**Records for this exercise**
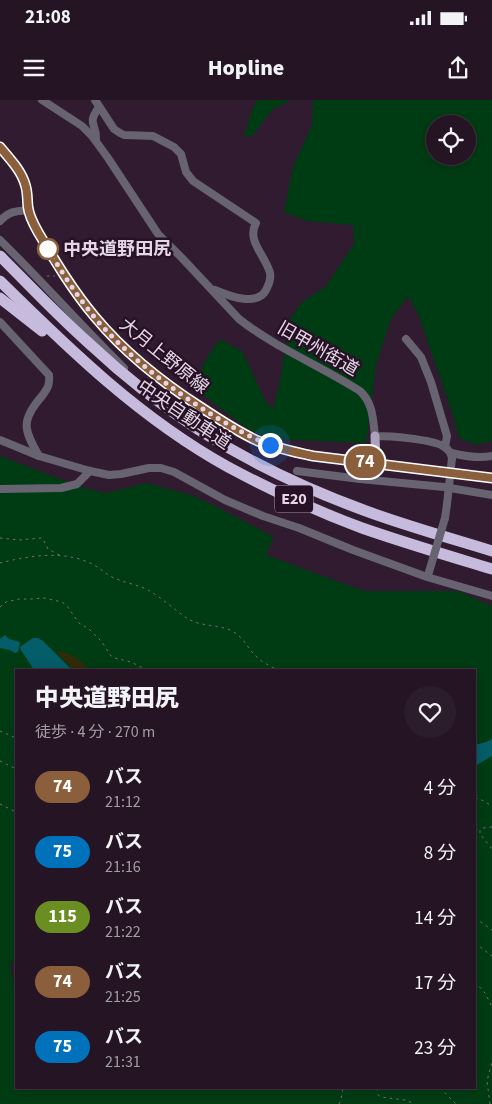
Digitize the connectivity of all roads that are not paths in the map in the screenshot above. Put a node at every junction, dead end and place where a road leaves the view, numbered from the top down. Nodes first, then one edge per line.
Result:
1 (42, 100) edge
2 (97, 104) edge
3 (96, 142) junction
4 (0, 147) edge
5 (0, 207) edge
6 (29, 210) junction
7 (3, 218) edge
8 (0, 240) edge
9 (0, 256) edge
10 (0, 281) edge
11 (211, 288) junction
12 (0, 298) edge
13 (0, 322) edge
14 (406, 340) dead end
15 (116, 390) junction
16 (156, 399) junction
17 (375, 436) junction
18 (0, 440) edge
19 (445, 447) junction
20 (39, 456) junction
21 (452, 456) junction
22 (492, 456) edge
23 (376, 464) junction
24 (90, 471) junction
25 (297, 471) dead end
26 (492, 478) edge
27 (0, 489) edge
28 (492, 495) edge
29 (492, 551) edge
30 (492, 569) edge
31 (428, 575) junction
32 (492, 596) edge

1 - 3 street, 旧甲州街道
2 - 3 street
2 - 11 street
3 - 11 street, 旧甲州街道
4 - 6 main road, 大月上野原線
5 - 7 street
6 - 7 street
6 - 23 main road, 大月上野原線
8 - 16 street
9 - 16 highway, 中央自動車道 / E20
10 - 15 highway, 中央自動車道 / E20
11 - 17 street, 旧甲州街道
12 - 15 highway
13 - 20 street
14 - 19 street
15 - 30 highway, 中央自動車道 / E20
16 - 29 highway, 中央自動車道 / E20
17 - 19 street
17 - 23 main road
18 - 20 street
19 - 21 street
20 - 24 street
21 - 22 street
21 - 31 street, bridge
23 - 26 main road, 大月上野原線
24 - 27 street
24 - 31 street
25 - 28 street
31 - 32 street

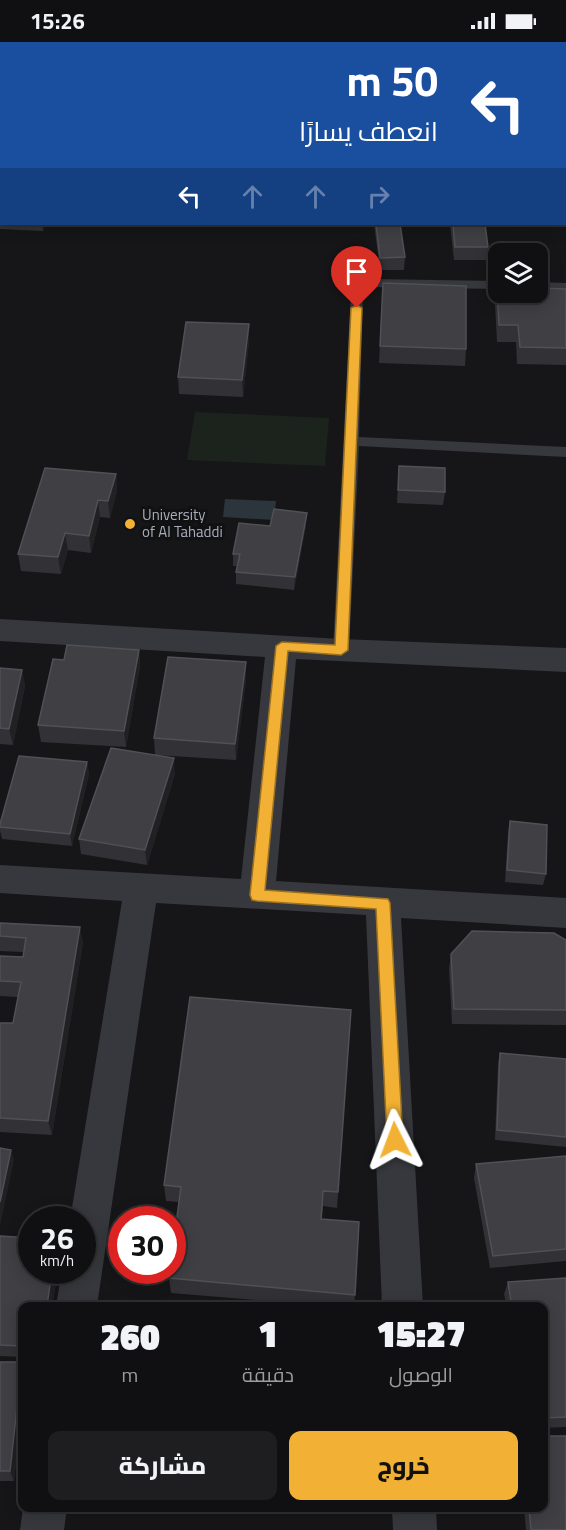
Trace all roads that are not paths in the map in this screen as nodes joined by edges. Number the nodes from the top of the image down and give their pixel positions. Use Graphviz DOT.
graph roads {
  1 [pos="488,285"];
  2 [pos="548,286"];
  3 [pos="566,286"];
  4 [pos="352,441"];
  5 [pos="566,452"];
  6 [pos="0,630"];
  7 [pos="282,646"];
  8 [pos="341,650"];
  9 [pos="566,660"];
  10 [pos="0,879"];
  11 [pos="141,888"];
  12 [pos="257,895"];
  13 [pos="382,903"];
  14 [pos="566,913"];
  15 [pos="92,1206"];
  16 [pos="80,1284"];
  17 [pos="77,1302"];
  18 [pos="404,1302"];
  19 [pos="44,1512"];
  20 [pos="414,1512"];
  21 [pos="42,1530"];
  22 [pos="415,1530"];
  1 -- 4 [label="lane"];
  2 -- 3 [label="lane"];
  4 -- 5 [label="lane"];
  4 -- 8 [label="lane"];
  6 -- 7 [label="street"];
  7 -- 8 [label="street"];
  7 -- 12 [label="street"];
  8 -- 9 [label="street"];
  10 -- 11 [label="street"];
  11 -- 12 [label="street"];
  11 -- 15 [label="street"];
  12 -- 13 [label="street"];
  13 -- 14 [label="street"];
  13 -- 18 [label="street"];
  16 -- 17 [label="street"];
  19 -- 21 [label="street"];
  20 -- 22 [label="street"];
}
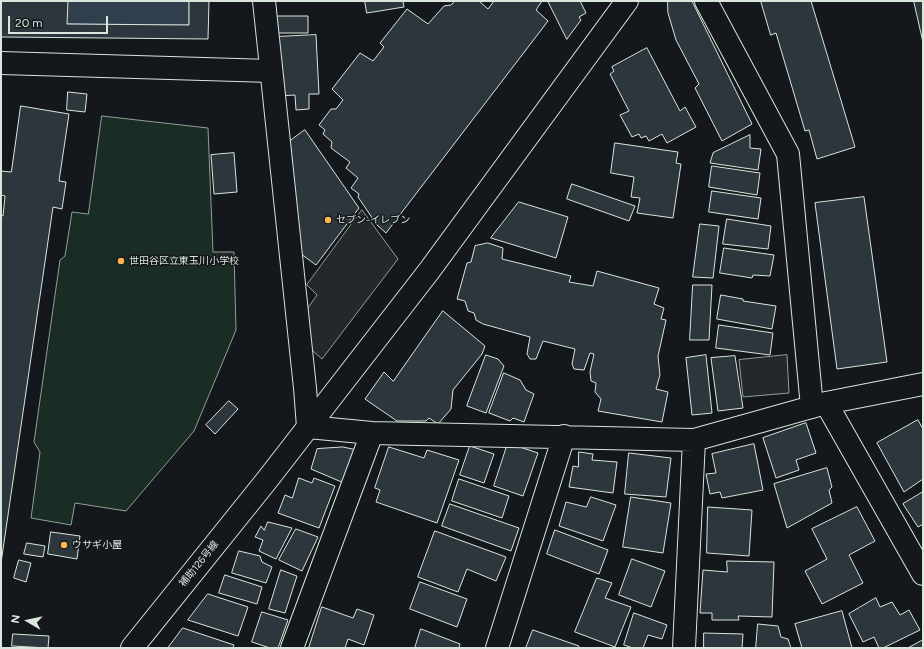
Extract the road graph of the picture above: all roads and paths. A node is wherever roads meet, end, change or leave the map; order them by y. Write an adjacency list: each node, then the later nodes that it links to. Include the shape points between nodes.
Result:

**Aim of the exercise**
Go through the listing above and retype each line exactly, apart from the pictures.

**Solution**
Digitize the connectivity of all roads that are not paths in the map in the screenshot above. Put a node at every junction, dead end and place where a road leaves the view, numbered from the top down. Nodes first, then one edge per line.
Result:
1 (42, 100) edge
2 (97, 104) edge
3 (96, 142) junction
4 (0, 147) edge
5 (0, 207) edge
6 (29, 210) junction
7 (3, 218) edge
8 (0, 240) edge
9 (0, 256) edge
10 (0, 281) edge
11 (211, 288) junction
12 (0, 298) edge
13 (0, 322) edge
14 (406, 340) dead end
15 (116, 390) junction
16 (156, 399) junction
17 (375, 436) junction
18 (0, 440) edge
19 (445, 447) junction
20 (39, 456) junction
21 (452, 456) junction
22 (492, 456) edge
23 (376, 464) junction
24 (90, 471) junction
25 (297, 471) dead end
26 (492, 478) edge
27 (0, 489) edge
28 (492, 495) edge
29 (492, 551) edge
30 (492, 569) edge
31 (428, 575) junction
32 (492, 596) edge

1 - 3 street, 旧甲州街道
2 - 3 street
2 - 11 street
3 - 11 street, 旧甲州街道
4 - 6 main road, 大月上野原線
5 - 7 street
6 - 7 street
6 - 23 main road, 大月上野原線
8 - 16 street
9 - 16 highway, 中央自動車道 / E20
10 - 15 highway, 中央自動車道 / E20
11 - 17 street, 旧甲州街道
12 - 15 highway
13 - 20 street
14 - 19 street
15 - 30 highway, 中央自動車道 / E20
16 - 29 highway, 中央自動車道 / E20
17 - 19 street
17 - 23 main road
18 - 20 street
19 - 21 street
20 - 24 street
21 - 22 street
21 - 31 street, bridge
23 - 26 main road, 大月上野原線
24 - 27 street
24 - 31 street
25 - 28 street
31 - 32 street

Trace all roads that are not paths in the map in this screen as nodes joined by edges. Number the nodes from the top of the image down and give their pixel positions. Use Graphviz DOT.
graph roads {
  1 [pos="488,285"];
  2 [pos="548,286"];
  3 [pos="566,286"];
  4 [pos="352,441"];
  5 [pos="566,452"];
  6 [pos="0,630"];
  7 [pos="282,646"];
  8 [pos="341,650"];
  9 [pos="566,660"];
  10 [pos="0,879"];
  11 [pos="141,888"];
  12 [pos="257,895"];
  13 [pos="382,903"];
  14 [pos="566,913"];
  15 [pos="92,1206"];
  16 [pos="80,1284"];
  17 [pos="77,1302"];
  18 [pos="404,1302"];
  19 [pos="44,1512"];
  20 [pos="414,1512"];
  21 [pos="42,1530"];
  22 [pos="415,1530"];
  1 -- 4 [label="lane"];
  2 -- 3 [label="lane"];
  4 -- 5 [label="lane"];
  4 -- 8 [label="lane"];
  6 -- 7 [label="street"];
  7 -- 8 [label="street"];
  7 -- 12 [label="street"];
  8 -- 9 [label="street"];
  10 -- 11 [label="street"];
  11 -- 12 [label="street"];
  11 -- 15 [label="street"];
  12 -- 13 [label="street"];
  13 -- 14 [label="street"];
  13 -- 18 [label="street"];
  16 -- 17 [label="street"];
  19 -- 21 [label="street"];
  20 -- 22 [label="street"];
}
Extract the road graph of the picture above: all roads and paths. A node is wherever roads meet, end, change or leave the map; order them by y. Write an adjacency list: each node, then the later nodes that it links to. Include the shape points between nodes.
Result:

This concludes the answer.